══ Given entries

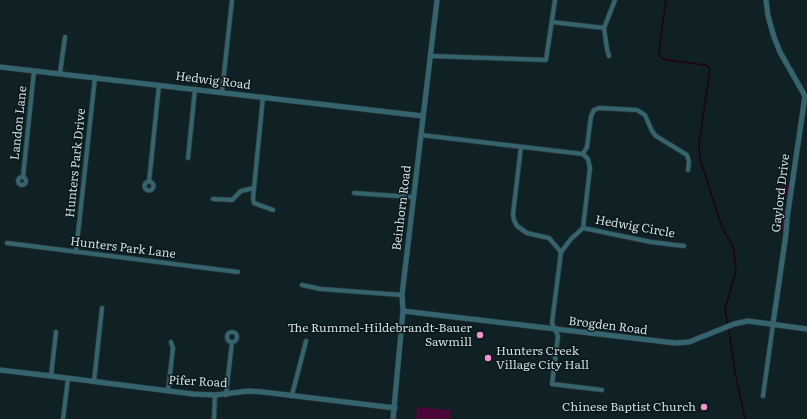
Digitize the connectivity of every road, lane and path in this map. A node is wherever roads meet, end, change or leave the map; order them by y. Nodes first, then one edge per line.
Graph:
1 (232, 0) edge
2 (437, 0) edge
3 (555, 0) edge
4 (614, 0) edge
5 (766, 0) edge
6 (552, 22) junction
7 (604, 28) junction
8 (65, 37) dead end
9 (430, 56) junction
10 (609, 56) dead end
11 (0, 67) edge
12 (34, 71) junction
13 (60, 73) junction
14 (95, 77) junction
15 (159, 85) junction
16 (196, 89) junction
17 (222, 92) junction
18 (806, 96) edge
19 (264, 97) junction
20 (423, 116) junction
21 (421, 134) junction
22 (521, 147) junction
23 (584, 154) junction
24 (188, 158) dead end
25 (688, 170) dead end
26 (23, 177) dead end
27 (149, 182) dead end
28 (254, 188) junction
29 (354, 193) dead end
30 (413, 197) junction
31 (213, 199) dead end
32 (273, 210) dead end
33 (583, 228) junction
34 (7, 243) dead end
35 (684, 246) dead end
36 (76, 252) junction
37 (561, 252) junction
38 (238, 272) dead end
39 (302, 285) dead end
40 (402, 295) junction
41 (102, 308) dead end
42 (403, 311) junction
43 (773, 324) junction
44 (554, 329) junction
45 (807, 329) edge
46 (56, 332) dead end
47 (306, 341) dead end
48 (171, 342) dead end
49 (232, 342) dead end
50 (0, 371) edge
51 (51, 376) junction
52 (68, 379) junction
53 (94, 381) junction
54 (602, 390) dead end
55 (168, 391) junction
56 (216, 395) junction
57 (226, 395) junction
58 (292, 395) junction
59 (762, 396) dead end
60 (394, 408) junction
61 (63, 419) edge
62 (214, 419) edge
63 (393, 419) edge

1 - 17 street
2 - 9 street, Beinhorn Road
3 - 6 street
4 - 7 street
5 - 18 street, Gaylord Drive
6 - 7 street
6 - 9 street
7 - 10 street
8 - 13 street
9 - 20 street, Beinhorn Road
11 - 12 street, Hedwig Road
12 - 13 street, Hedwig Road
12 - 26 street, Landon Lane
13 - 14 street, Hedwig Road
14 - 15 street, Hedwig Road
14 - 36 street, Hunters Park Drive
15 - 16 street, Hedwig Road
15 - 27 street
16 - 17 street, Hedwig Road
16 - 24 street
17 - 19 street, Hedwig Road
18 - 43 street, Gaylord Drive
19 - 20 street, Hedwig Road
19 - 28 street
20 - 21 street, Beinhorn Road
21 - 22 street
21 - 30 street, Beinhorn Road
22 - 23 street
22 - 37 street
23 - 25 street
23 - 33 street, Hedwig Circle
28 - 31 street
28 - 32 street
29 - 30 street
30 - 40 street, Beinhorn Road
33 - 35 street, Hedwig Circle
33 - 37 street, Hedwig Circle
34 - 36 street, Hunters Park Lane
36 - 38 street, Hunters Park Lane
37 - 44 street
39 - 40 street
40 - 42 street, Beinhorn Road
41 - 53 street
42 - 44 street, Brogden Road
42 - 60 street, Beinhorn Road
43 - 44 street, Brogden Road
43 - 45 street, Brogden Road
43 - 59 street, Gaylord Drive
44 - 54 street
46 - 51 street
47 - 58 street
48 - 55 street
49 - 57 street
50 - 51 street, Pifer Road
51 - 52 street, Pifer Road
52 - 53 street, Pifer Road
52 - 61 street
53 - 55 street, Pifer Road
55 - 56 street, Pifer Road
56 - 57 street, Pifer Road
56 - 62 street
57 - 58 street, Pifer Road
58 - 60 street, Pifer Road
60 - 63 street, Beinhorn Road

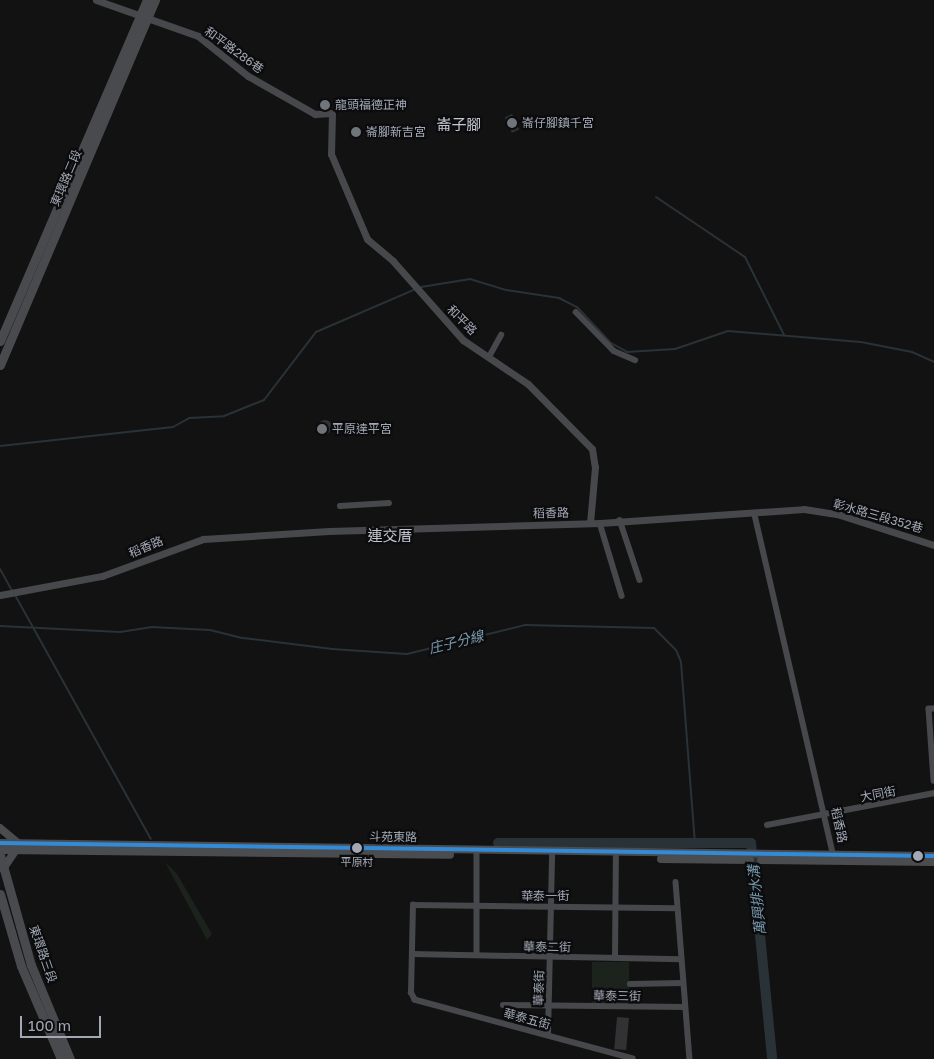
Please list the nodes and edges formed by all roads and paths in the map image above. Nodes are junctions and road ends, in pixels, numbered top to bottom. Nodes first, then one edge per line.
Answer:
1 (96, 0) edge
2 (147, 0) edge
3 (155, 0) edge
4 (143, 20) junction
5 (332, 113) joint
6 (576, 312) dead end
7 (501, 335) dead end
8 (0, 341) edge
9 (489, 357) junction
10 (635, 360) dead end
11 (0, 366) edge
12 (389, 503) dead end
13 (340, 506) dead end
14 (755, 515) junction
15 (620, 520) junction
16 (590, 523) junction
17 (600, 523) junction
18 (934, 544) edge
19 (640, 580) dead end
20 (0, 595) edge
21 (622, 596) dead end
22 (934, 709) edge
23 (934, 781) edge
24 (934, 793) edge
25 (825, 814) junction
26 (767, 825) dead end
27 (0, 828) edge
28 (0, 843) edge
29 (17, 847) junction
30 (0, 850) edge
31 (477, 853) junction
32 (0, 854) edge
33 (551, 854) junction
34 (616, 856) junction
35 (934, 856) edge
36 (835, 860) junction
37 (934, 862) edge
38 (3, 869) junction
39 (676, 882) dead end
40 (0, 894) edge
41 (477, 905) junction
42 (550, 906) junction
43 (615, 906) junction
44 (677, 908) junction
45 (412, 954) junction
46 (477, 955) junction
47 (549, 957) junction
48 (615, 958) junction
49 (680, 959) junction
50 (683, 983) junction
51 (630, 984) dead end
52 (503, 1005) dead end
53 (548, 1005) junction
54 (685, 1006) junction
55 (548, 1035) junction
56 (61, 1059) edge
57 (70, 1059) edge
58 (633, 1059) edge
59 (690, 1059) edge

1 - 4 street, 和平路286巷
2 - 4 main road, 東環路二段
3 - 4 main road, 東環路二段
4 - 5 street, 和平路286巷
4 - 8 main road, 東環路二段
4 - 11 main road, 東環路二段
5 - 9 street, 和平路
6 - 10 street
7 - 9 street
9 - 16 street, 和平路
12 - 13 street
14 - 15 street, 稻香路
14 - 18 street, 彰水路三段352巷
14 - 25 street, 稻香路
15 - 17 street, 稻香路
15 - 19 street
16 - 17 street, 稻香路
16 - 20 street, 稻香路
17 - 21 street
22 - 23 street
24 - 25 street, 大同街
25 - 26 street, 大同街
25 - 36 street, 稻香路
27 - 29 main road
28 - 29 main road, 斗苑東路
29 - 30 main road, 斗苑東路
29 - 31 main road, 斗苑東路
29 - 38 main road
31 - 33 main road, 斗苑東路
31 - 41 street
32 - 38 main road, 東環路三段
33 - 34 main road, 斗苑東路
33 - 42 street, 華泰街
34 - 36 main road, 斗苑東路
34 - 43 street
35 - 36 main road
36 - 37 main road
38 - 57 main road, 東環路三段
39 - 44 street
40 - 56 main road, 東環路三段
41 - 42 street, 華泰一街
41 - 45 street, 華泰一街
41 - 46 street
42 - 43 street, 華泰一街
42 - 47 street, 華泰街
43 - 44 street, 華泰一街
43 - 48 street
44 - 49 street
45 - 46 street, 華泰二街
45 - 55 street, 華泰五街
46 - 47 street, 華泰二街
47 - 48 street, 華泰二街
47 - 53 street, 華泰街
48 - 49 street, 華泰二街
49 - 50 street
50 - 51 street
50 - 54 street
52 - 53 street, 華泰三街
53 - 54 street, 華泰三街
53 - 55 street, 華泰街
54 - 59 street
55 - 58 street, 華泰五街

════

**What you will do:**
Among the lines above, return those that hold the word "Hunters".

**Answer section:**
14 - 36 street, Hunters Park Drive
34 - 36 street, Hunters Park Lane
36 - 38 street, Hunters Park Lane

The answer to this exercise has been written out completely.